Почтмейстерша недоумевала.
– Похворостинить немножко, – пояснил Термосёсов, повторив при этом снова свой выразительный жест. – Поунять.
– О! знаете… Он был мой духовный отец, и мне, может быть, не следовало бы этого говорить, но скажу, что это было бы прекрасно. Он уже вчера и о вас рассуждал, когда вами все так заинтересовались… Дарьянов – это тоже у нас этакой фендрик: на шее креста нет, а табакерка серебряная. Дарьянов говорит про вас: “Есть на кого, – говорит, – обращать внимание”. А Туберозов морду надул и себе: “Писарь, – говорит, – как писать, и больше ничего”.
– Дураки! – беззлобиво произнес Термосёсов. – Писарь! Только про меня можно и сказать, что я писарь. Гм! Ну и прекрасно! Нет, – воскликнул, вдруг вспрянув с места и стукнув по столу кулаком, Термосёсов. – Нет! Мне вся предана суть не урядами, а отцом моим, который слепил вот эту голову, – Термосёсов указал на свой лоб и добавил: – Эту голову отец, слепивши, сказал: сей идет в мир нищ, но се, тот его же не оплетеши. Увидим, мой друг! – заключил он, протянувши хозяйке на прощанье руку. – Увидим, увидим, и они увидят, кто такой Андрей Термосёсов.
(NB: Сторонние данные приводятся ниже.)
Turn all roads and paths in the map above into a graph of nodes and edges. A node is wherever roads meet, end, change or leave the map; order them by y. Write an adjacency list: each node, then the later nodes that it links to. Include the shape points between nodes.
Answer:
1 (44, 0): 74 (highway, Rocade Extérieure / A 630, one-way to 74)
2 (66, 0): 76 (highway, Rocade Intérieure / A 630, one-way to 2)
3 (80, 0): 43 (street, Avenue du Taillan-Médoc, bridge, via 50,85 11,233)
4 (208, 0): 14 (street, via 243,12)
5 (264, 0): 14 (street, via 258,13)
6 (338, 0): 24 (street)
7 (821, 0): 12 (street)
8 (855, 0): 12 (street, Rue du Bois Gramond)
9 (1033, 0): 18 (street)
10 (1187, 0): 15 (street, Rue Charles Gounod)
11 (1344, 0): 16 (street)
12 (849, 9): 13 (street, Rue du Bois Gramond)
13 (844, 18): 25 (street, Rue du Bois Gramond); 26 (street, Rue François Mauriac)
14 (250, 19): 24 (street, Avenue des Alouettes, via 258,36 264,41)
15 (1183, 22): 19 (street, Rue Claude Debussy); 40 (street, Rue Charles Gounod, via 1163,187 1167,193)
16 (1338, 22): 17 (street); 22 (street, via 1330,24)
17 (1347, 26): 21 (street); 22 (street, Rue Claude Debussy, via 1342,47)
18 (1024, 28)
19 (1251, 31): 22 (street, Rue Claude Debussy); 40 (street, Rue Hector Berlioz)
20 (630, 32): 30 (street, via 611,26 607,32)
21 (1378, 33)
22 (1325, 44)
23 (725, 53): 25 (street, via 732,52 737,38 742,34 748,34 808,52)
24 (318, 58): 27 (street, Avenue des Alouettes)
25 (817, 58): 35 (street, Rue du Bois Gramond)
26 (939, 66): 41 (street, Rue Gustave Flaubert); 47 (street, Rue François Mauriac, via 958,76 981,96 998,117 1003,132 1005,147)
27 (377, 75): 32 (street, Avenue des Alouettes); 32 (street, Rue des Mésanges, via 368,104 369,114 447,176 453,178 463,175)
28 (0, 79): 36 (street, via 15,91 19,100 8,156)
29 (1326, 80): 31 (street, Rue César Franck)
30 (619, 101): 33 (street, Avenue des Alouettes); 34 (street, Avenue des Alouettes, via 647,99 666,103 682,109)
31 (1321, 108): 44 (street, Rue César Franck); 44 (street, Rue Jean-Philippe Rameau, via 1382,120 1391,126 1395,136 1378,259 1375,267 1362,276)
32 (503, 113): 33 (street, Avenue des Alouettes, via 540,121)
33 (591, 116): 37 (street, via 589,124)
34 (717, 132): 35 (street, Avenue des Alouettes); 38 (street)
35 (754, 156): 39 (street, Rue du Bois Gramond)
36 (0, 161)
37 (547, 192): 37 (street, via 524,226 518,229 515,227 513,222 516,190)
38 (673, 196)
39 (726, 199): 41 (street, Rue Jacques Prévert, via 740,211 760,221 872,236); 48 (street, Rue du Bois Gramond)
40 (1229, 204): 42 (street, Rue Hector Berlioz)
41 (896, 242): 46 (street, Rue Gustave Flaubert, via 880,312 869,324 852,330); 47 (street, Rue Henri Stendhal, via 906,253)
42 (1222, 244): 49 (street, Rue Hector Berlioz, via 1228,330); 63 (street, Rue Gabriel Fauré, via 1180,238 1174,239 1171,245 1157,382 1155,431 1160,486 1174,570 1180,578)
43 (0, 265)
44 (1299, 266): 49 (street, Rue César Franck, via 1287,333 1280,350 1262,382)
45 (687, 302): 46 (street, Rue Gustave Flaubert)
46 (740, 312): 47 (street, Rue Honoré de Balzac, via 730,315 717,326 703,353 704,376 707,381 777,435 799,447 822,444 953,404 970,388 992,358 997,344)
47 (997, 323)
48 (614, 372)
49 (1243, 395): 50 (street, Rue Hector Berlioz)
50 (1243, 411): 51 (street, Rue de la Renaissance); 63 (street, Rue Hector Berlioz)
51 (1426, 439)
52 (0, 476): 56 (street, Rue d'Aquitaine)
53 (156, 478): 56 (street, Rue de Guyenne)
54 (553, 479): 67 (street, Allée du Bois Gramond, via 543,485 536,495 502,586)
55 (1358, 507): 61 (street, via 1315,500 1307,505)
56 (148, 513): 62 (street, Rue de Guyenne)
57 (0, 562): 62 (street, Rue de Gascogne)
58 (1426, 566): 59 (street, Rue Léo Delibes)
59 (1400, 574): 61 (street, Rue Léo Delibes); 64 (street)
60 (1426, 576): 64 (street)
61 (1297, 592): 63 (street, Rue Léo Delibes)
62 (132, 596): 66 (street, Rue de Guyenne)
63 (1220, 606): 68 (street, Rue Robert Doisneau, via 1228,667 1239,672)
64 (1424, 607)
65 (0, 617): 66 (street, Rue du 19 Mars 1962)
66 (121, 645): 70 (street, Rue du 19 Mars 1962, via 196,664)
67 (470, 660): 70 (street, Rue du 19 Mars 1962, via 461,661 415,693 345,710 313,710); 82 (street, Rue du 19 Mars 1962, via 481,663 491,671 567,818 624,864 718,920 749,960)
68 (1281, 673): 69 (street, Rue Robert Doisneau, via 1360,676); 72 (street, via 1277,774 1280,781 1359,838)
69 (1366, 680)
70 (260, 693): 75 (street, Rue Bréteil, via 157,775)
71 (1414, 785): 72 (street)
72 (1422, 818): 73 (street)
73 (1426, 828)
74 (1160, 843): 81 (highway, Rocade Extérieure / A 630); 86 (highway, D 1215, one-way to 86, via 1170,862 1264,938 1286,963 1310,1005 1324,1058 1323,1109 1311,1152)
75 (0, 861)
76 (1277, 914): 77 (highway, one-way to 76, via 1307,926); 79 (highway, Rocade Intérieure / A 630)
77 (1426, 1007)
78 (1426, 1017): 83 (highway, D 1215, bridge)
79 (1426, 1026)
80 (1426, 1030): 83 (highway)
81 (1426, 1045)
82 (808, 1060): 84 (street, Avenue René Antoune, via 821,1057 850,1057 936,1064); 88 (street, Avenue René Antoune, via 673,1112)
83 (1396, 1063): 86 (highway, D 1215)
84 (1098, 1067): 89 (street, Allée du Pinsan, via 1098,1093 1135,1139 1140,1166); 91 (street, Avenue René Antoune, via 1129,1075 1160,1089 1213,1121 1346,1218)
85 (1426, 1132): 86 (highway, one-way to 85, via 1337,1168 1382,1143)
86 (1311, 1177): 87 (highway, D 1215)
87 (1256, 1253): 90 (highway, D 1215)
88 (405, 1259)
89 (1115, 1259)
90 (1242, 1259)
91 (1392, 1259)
С этим Термосёсов распростился с напуганной несколько его экзальтациею хозяйкой и вышел на улицу. Пройдя половину пути к бизюкинскому дому, он остановился на пригорке, с которого мог осмотреть весь город, надул губу и, поразмыслив с минуту, сказал:
– Ну что ж, пора и начинать. Сделаем, что можно здесь, а там и в Польшу… Так вы, милейший Борноволоков, меня в Польшу ссылаете. Ничего, хлопочите за меня, хлопочите; я люблю, чтобы за меня хлопотали, а там уж и я об вас похлопочу.
XII
Возвратясь в дом Бизюкиных, Термосёсов не застал дома ни самого хозяина, ни Борноволокова. Они еще не возвратились со своих визитов. Дома была одна Данка, да и та сидела запершись в своей комнате. Термосёсов осведомился от Ермошки о месте, в котором заключилась барыня, и направился прямо через залу в гостиную к запертой двери хозяйкиной спальни.
Термосёсов понимал, что Данка конфузится встретиться с ним после вчерашнего пассажа в беседке. Он знал, что в таком случае мужчине надо облегчить женщине ее встречу. Он знал, что Данку нужно ободрить, дать ей реваншу, и, подойдя смелым и твердым шагом к ее спальне, стукнул рукой в дверь и заговорил шутливым тоном:
Отворите мне темницу
И дайте мне сиянье дня.
– Слышите, Дарья Николавна? – повернул он на вы.
Дарья, услыхав голос Термосёсова, встала и подошла неровными шагами к двери, но остановилась.
Термосёсов еще один раз возобновил свое требование, и дверь тихо и нерешительно приотворилась робкой рукой Данки. Термосёсов сейчас же взял ее за эту руку и шепотом проговорил ей:
– Ну что же, wie geht's?[28 - Как дела? – Нем.] Как же наше здоровье?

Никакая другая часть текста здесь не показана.